上野−(JR夜行)−妙高高原755−(バス)−笹ケ峰〜高谷池ヒュッテ〜火打山〜高谷池ヒュッテ(泊)

 妙高高原駅から7時55分発の笹ケ峰行きのバスに乗った。今日は天気もいいので途中から妙高山が見えるかも知れないと思ってカメラをザックから出しておいた。

 すると、市街を抜けてすぐにポスターで見たあの妙高山が右手に見えて来た(写真右)。ヤッターとばかりに急いで写真を撮った。やっと妙高山に逢えた。はるばるやって来た甲斐があったと思った。

 約50分ほどで終点の笹ケ峰へ着いた。いよいよここからが登山道である。ブナの大木が所々にある森林地帯のゆるやかな登りである。妙高高原駅で一緒にバスを待っていた中年の男性3人衆と前後しながら登って行った。

 しばらく登ると黒沢へ出た。ここは沢というよりも川という感じで、休憩するのには格好の場所だった。すでに上から下って来た10人ほどのパーティーが休んでいた。

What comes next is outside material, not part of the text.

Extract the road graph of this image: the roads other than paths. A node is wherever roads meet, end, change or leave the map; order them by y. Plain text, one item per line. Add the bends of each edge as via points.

 ここからは十二曲がりの尾根道で、つづら折りの急登が続く。私はもう足がふらついていた。昨夜の夜行列車の寝不足がこたえてきた。若い頃は山といえば夜行で行くものと決まっていたが、もう夜行で行って山が登れるほど若くはないということを教えられた。

 やっと稜線へ出た。そしてゆるやかな登りと急登を繰り返す。

 樹林地帯を抜け出すと分岐点の富士見平へ着いた。ここを左に行くと火打山が見えた。初めて見る火打山は何とピラミダルな山容だろうか。すっきりとした三角形の美しい山だった。これが妙高山よりも標高が高いとは思えないが、実際は8メートルほど高いらしい。山麓から山頂が見える妙高に対し、山頂近くまで登らないと見えない火打山の違いだろうと思った。

(やっと見えた火打山←拡大できます)

 高谷(こうや)池とヒュッテの赤い三角屋根が見えてきた。高谷池ヒュッテ付近は、まるで尾瀬ケ原のように湿原が広がっていた。山の上によくもこんな平らな所があるものかと驚いた。ヒュッテの前には池が広がり、その奥に火打山がドーンとピラミッドのように聳えていた。

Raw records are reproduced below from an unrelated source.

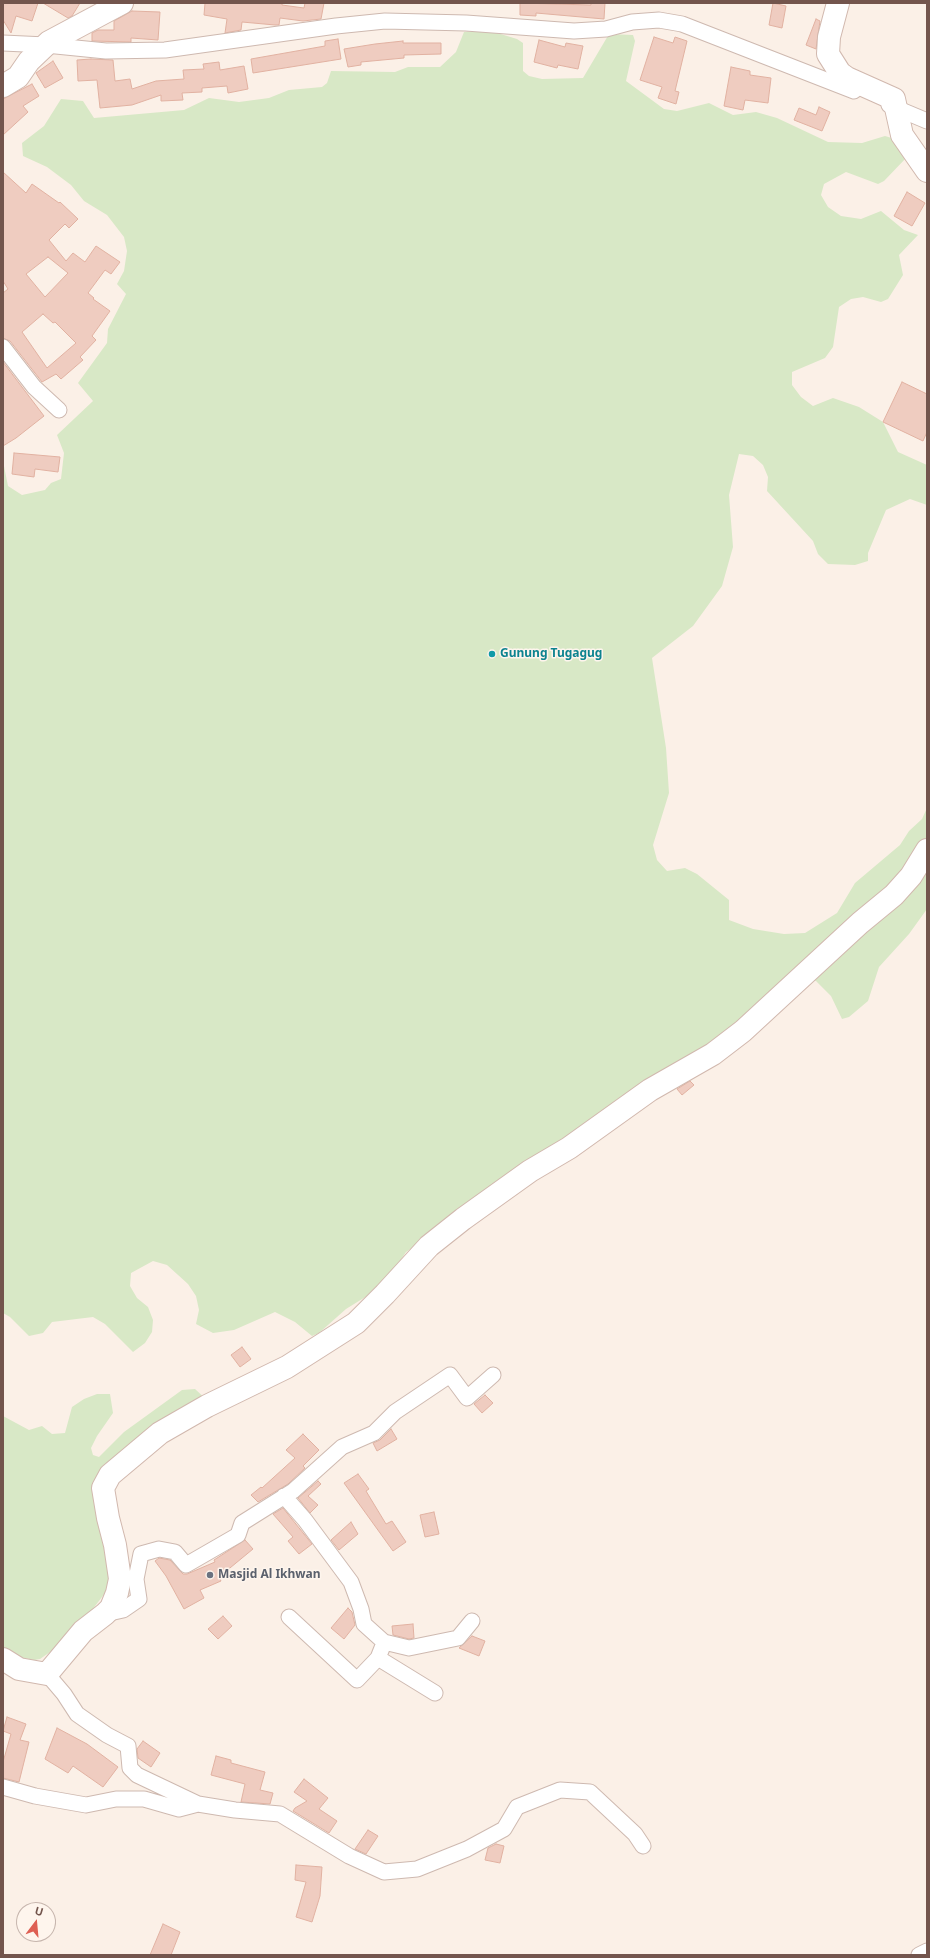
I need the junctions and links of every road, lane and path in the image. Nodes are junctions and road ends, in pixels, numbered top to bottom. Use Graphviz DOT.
graph roads {
  1 [pos="122,3"];
  2 [pos="838,3"];
  3 [pos="3,43"];
  4 [pos="46,45"];
  5 [pos="3,86"];
  6 [pos="897,108"];
  7 [pos="927,122"];
  8 [pos="927,171"];
  9 [pos="3,347"];
  10 [pos="59,410"];
  11 [pos="927,850"];
  12 [pos="493,1375"];
  13 [pos="284,1496"];
  14 [pos="105,1614"];
  15 [pos="289,1617"];
  16 [pos="472,1621"];
  17 [pos="384,1642"];
  18 [pos="378,1658"];
  19 [pos="3,1659"];
  20 [pos="47,1674"];
  21 [pos="435,1693"];
  22 [pos="3,1786"];
  23 [pos="198,1804"];
  24 [pos="643,1846"];
  25 [pos="927,1951"];
  26 [pos="918,1955"];
  1 -- 4 [label="street"];
  2 -- 6 [label="street"];
  3 -- 4 [label="street"];
  4 -- 5 [label="street"];
  4 -- 6 [label="street"];
  6 -- 7 [label="street"];
  6 -- 8 [label="street"];
  9 -- 10 [label="street"];
  11 -- 14 [label="street"];
  12 -- 13 [label="street"];
  13 -- 14 [label="street"];
  13 -- 17 [label="street"];
  14 -- 20 [label="street"];
  15 -- 18 [label="street"];
  16 -- 17 [label="street"];
  17 -- 18 [label="street"];
  18 -- 21 [label="street"];
  19 -- 20 [label="street"];
  20 -- 23 [label="street"];
  22 -- 23 [label="street"];
  23 -- 24 [label="street"];
  25 -- 26 [label="street"];
}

 ヒュッテで宿泊手続き(予約制)を済ませ、サブザックに水とカメラだけを入れて火打山へ向かった。

 木道を進んで行くと、すぐに天狗の庭といわれる所に出た。ここも池塘があった。池塘の水を飲んでみると、土と埃が混じったような味だった。

 さらに木道を進み火打の右側の稜線へ出て、それを登ると山頂だった。初めて立った火打山の山頂であるが、初めて立った頸城山脈の山頂でもあった。思わず「ヤッター」とガッツポーズをしてしまった。

 山頂から、今登って来た道を振り返ると、広々とした緑の湿原の中に、小さな池が幾つも白く光って見えた。その湿原の左奥に待望の妙高山が聳え立っていた。ここからは遠いせいか少し霞んで見えた。


(火打山頂からの妙高山)

(山頂の人)

(火打の途中から見た池塘群と高谷池ヒュッテ)

 山頂には、登山口からほとんど一緒に登って来た中高年の3人衆がいた。その中の1人にカメラのシャッターを押してもらった。

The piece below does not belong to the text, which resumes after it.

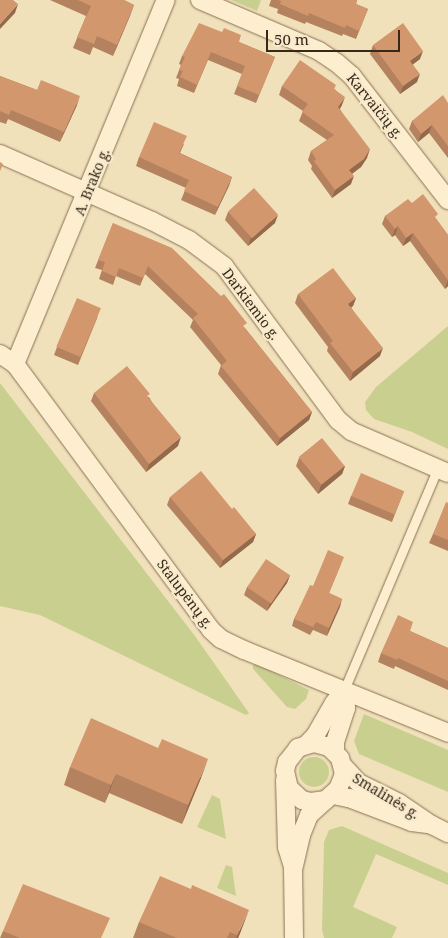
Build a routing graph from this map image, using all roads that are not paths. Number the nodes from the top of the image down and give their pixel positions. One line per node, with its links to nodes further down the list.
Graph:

 下りはまるで遠足のようだった。眼下に広がる緑の湿原と池塘を見下ろし、妙高山を眺めながらの下りである。

 ここはアルプスのような岩場も岩稜もないので安心して歩ける所である。湿原の中に建っている高谷池ヒュッテの赤い三角屋根が絵になった。私には絵をかく才能はないが、もしこんな所で絵を描いたら最高だろうと思った。

 高谷池ヒュッテは、町営(妙高高原)で、しかも予約制なので混雑することもなくのんびりすることが出来た。ここは山小屋というよりもペンションという感じだった。

 夕食の時、昨年定年になったという夫婦が私の前に座り、
「山は北アルプスが一番楽ですね……」と言った。
 私は一瞬返す言葉に困ったが、「北アルプスは小屋が沢山あるので歩く距離が短かくて済む」という意味に解釈して、
「そうですね……」と歯切れの悪い返事をした。

 この夫婦は糸魚川から来たと言うので、紅葉で有名な雨飾山について聞いてみた。すると、「雨飾山へ行くなら平日に行った方がいい。週末はマイカーが多くてバスが動かないほど混雑するから、絶対に平日に行くべきです」、と教えてくれた。